*** STUDY MATERIAL Section Begins ***

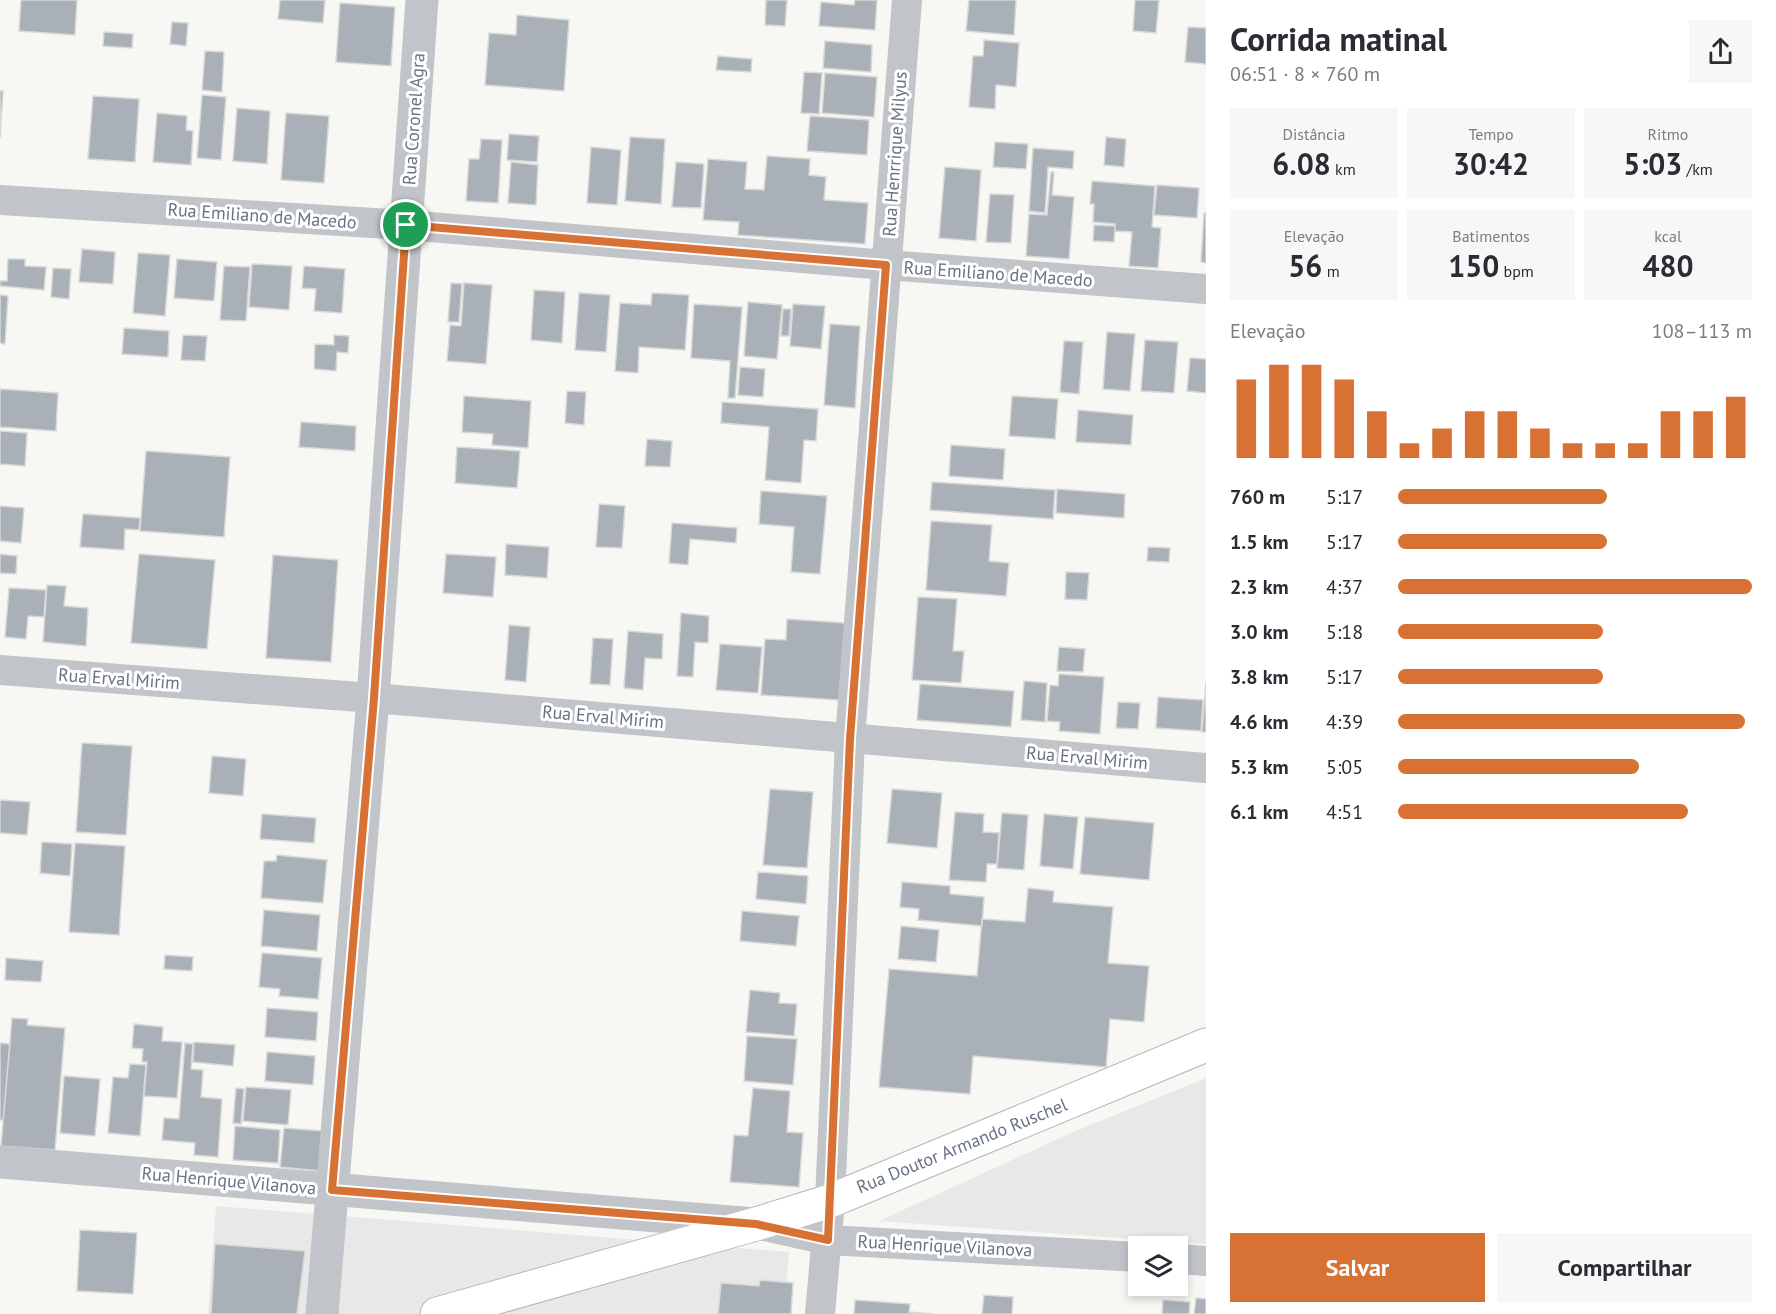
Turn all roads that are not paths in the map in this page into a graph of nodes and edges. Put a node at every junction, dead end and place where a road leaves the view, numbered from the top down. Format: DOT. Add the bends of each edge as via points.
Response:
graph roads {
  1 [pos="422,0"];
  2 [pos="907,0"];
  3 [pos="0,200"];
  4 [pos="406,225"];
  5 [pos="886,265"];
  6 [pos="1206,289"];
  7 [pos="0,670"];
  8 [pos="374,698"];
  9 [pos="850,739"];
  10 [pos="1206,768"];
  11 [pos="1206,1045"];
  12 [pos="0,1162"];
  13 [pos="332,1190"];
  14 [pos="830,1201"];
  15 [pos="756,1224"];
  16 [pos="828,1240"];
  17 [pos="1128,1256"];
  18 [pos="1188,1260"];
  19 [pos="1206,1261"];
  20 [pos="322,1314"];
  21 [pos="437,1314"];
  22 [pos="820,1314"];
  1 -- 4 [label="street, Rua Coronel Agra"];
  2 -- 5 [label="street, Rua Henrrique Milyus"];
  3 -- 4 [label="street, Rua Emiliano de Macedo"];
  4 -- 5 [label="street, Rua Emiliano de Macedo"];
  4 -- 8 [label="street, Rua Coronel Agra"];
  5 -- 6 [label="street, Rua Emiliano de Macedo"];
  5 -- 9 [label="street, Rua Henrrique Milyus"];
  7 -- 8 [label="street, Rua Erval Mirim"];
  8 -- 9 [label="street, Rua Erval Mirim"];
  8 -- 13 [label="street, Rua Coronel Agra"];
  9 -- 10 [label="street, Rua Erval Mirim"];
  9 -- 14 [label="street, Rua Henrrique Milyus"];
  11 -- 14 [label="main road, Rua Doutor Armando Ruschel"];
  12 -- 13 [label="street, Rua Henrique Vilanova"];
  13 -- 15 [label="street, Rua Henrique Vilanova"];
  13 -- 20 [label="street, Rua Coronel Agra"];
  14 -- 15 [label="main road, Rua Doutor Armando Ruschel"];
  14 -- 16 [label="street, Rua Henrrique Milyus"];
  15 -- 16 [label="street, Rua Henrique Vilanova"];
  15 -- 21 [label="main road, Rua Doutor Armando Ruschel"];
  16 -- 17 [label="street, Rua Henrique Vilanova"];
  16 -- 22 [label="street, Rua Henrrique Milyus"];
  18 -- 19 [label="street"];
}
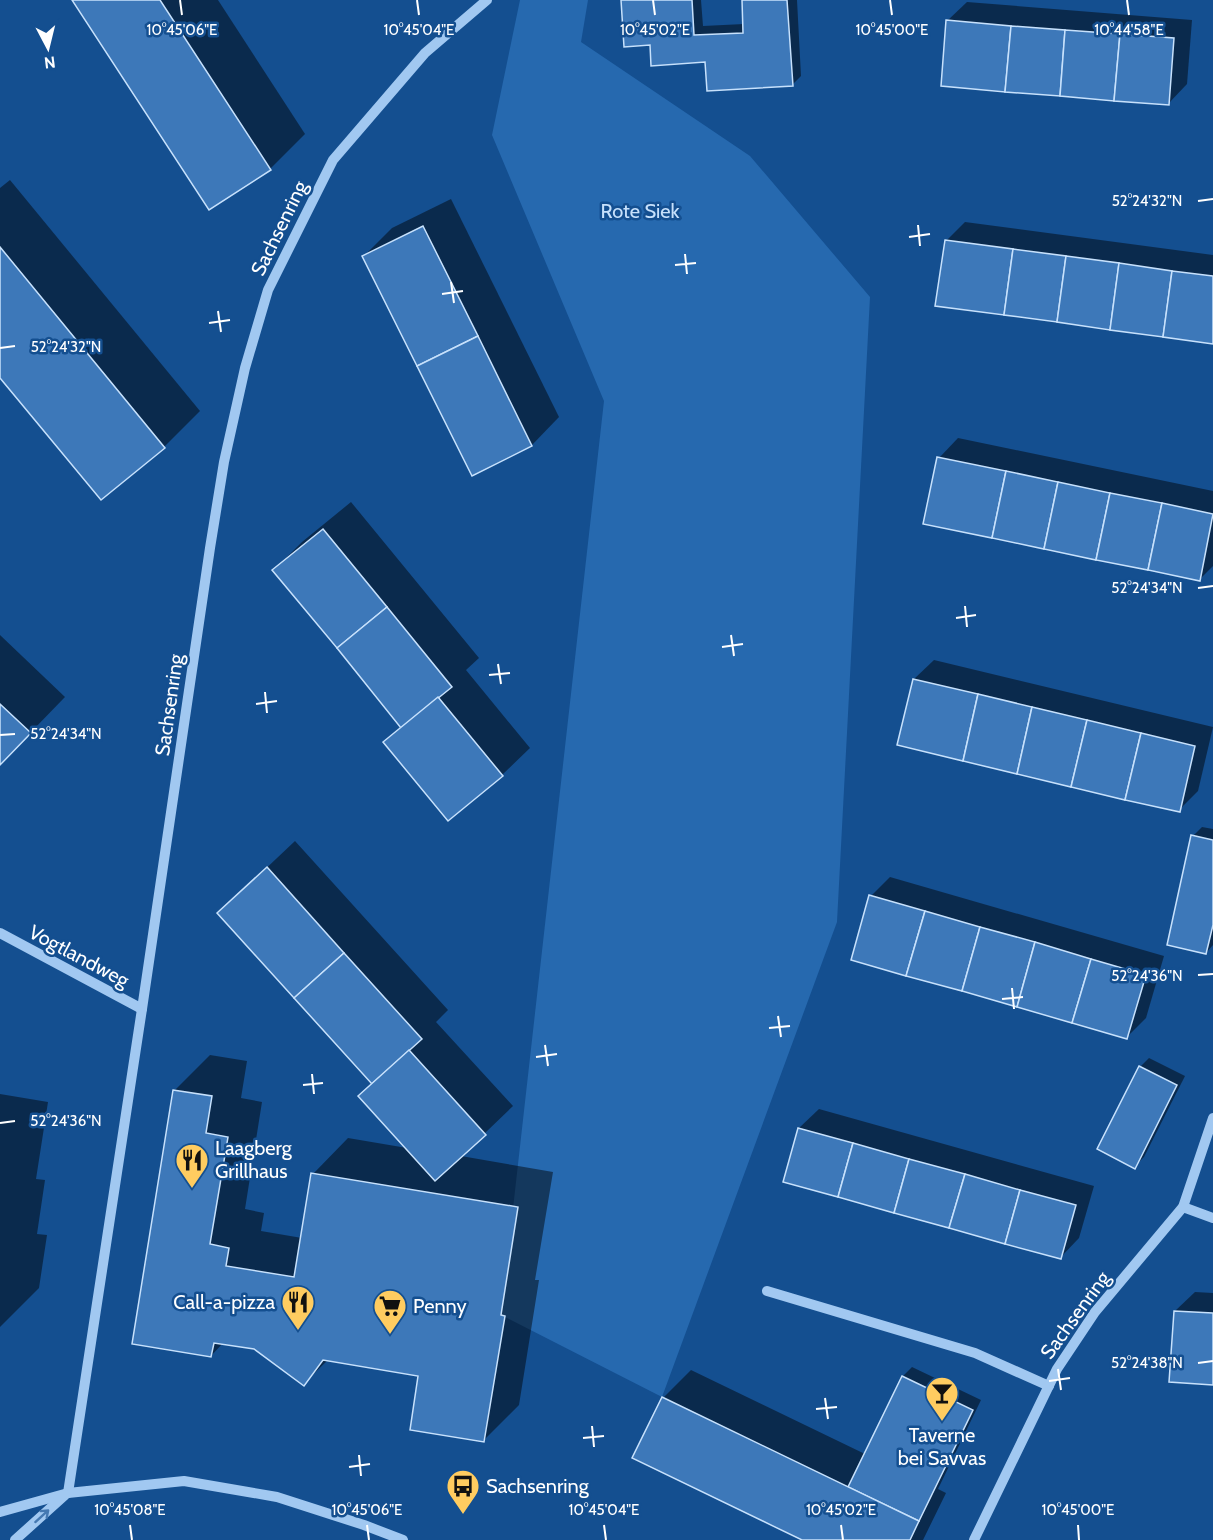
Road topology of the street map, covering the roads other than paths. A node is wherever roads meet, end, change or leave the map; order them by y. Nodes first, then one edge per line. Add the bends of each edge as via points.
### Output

*** STUDY MATERIAL Section Ends ***

EXERCISE GOAL:
Repeat the records in full, exactly as they appear, but with the pictures removed.

ANSWER TO THIS EXERCISE:
Turn all roads that are not paths in the map in this page into a graph of nodes and edges. Put a node at every junction, dead end and place where a road leaves the view, numbered from the top down. Format: DOT. Add the bends of each edge as via points.
Response:
graph roads {
  1 [pos="422,0"];
  2 [pos="907,0"];
  3 [pos="0,200"];
  4 [pos="406,225"];
  5 [pos="886,265"];
  6 [pos="1206,289"];
  7 [pos="0,670"];
  8 [pos="374,698"];
  9 [pos="850,739"];
  10 [pos="1206,768"];
  11 [pos="1206,1045"];
  12 [pos="0,1162"];
  13 [pos="332,1190"];
  14 [pos="830,1201"];
  15 [pos="756,1224"];
  16 [pos="828,1240"];
  17 [pos="1128,1256"];
  18 [pos="1188,1260"];
  19 [pos="1206,1261"];
  20 [pos="322,1314"];
  21 [pos="437,1314"];
  22 [pos="820,1314"];
  1 -- 4 [label="street, Rua Coronel Agra"];
  2 -- 5 [label="street, Rua Henrrique Milyus"];
  3 -- 4 [label="street, Rua Emiliano de Macedo"];
  4 -- 5 [label="street, Rua Emiliano de Macedo"];
  4 -- 8 [label="street, Rua Coronel Agra"];
  5 -- 6 [label="street, Rua Emiliano de Macedo"];
  5 -- 9 [label="street, Rua Henrrique Milyus"];
  7 -- 8 [label="street, Rua Erval Mirim"];
  8 -- 9 [label="street, Rua Erval Mirim"];
  8 -- 13 [label="street, Rua Coronel Agra"];
  9 -- 10 [label="street, Rua Erval Mirim"];
  9 -- 14 [label="street, Rua Henrrique Milyus"];
  11 -- 14 [label="main road, Rua Doutor Armando Ruschel"];
  12 -- 13 [label="street, Rua Henrique Vilanova"];
  13 -- 15 [label="street, Rua Henrique Vilanova"];
  13 -- 20 [label="street, Rua Coronel Agra"];
  14 -- 15 [label="main road, Rua Doutor Armando Ruschel"];
  14 -- 16 [label="street, Rua Henrrique Milyus"];
  15 -- 16 [label="street, Rua Henrique Vilanova"];
  15 -- 21 [label="main road, Rua Doutor Armando Ruschel"];
  16 -- 17 [label="street, Rua Henrique Vilanova"];
  16 -- 22 [label="street, Rua Henrrique Milyus"];
  18 -- 19 [label="street"];
}
Road topology of the street map, covering the roads other than paths. A node is wherever roads meet, end, change or leave the map; order them by y. Nodes first, then one edge per line. Add the bends of each edge as via points.
### Output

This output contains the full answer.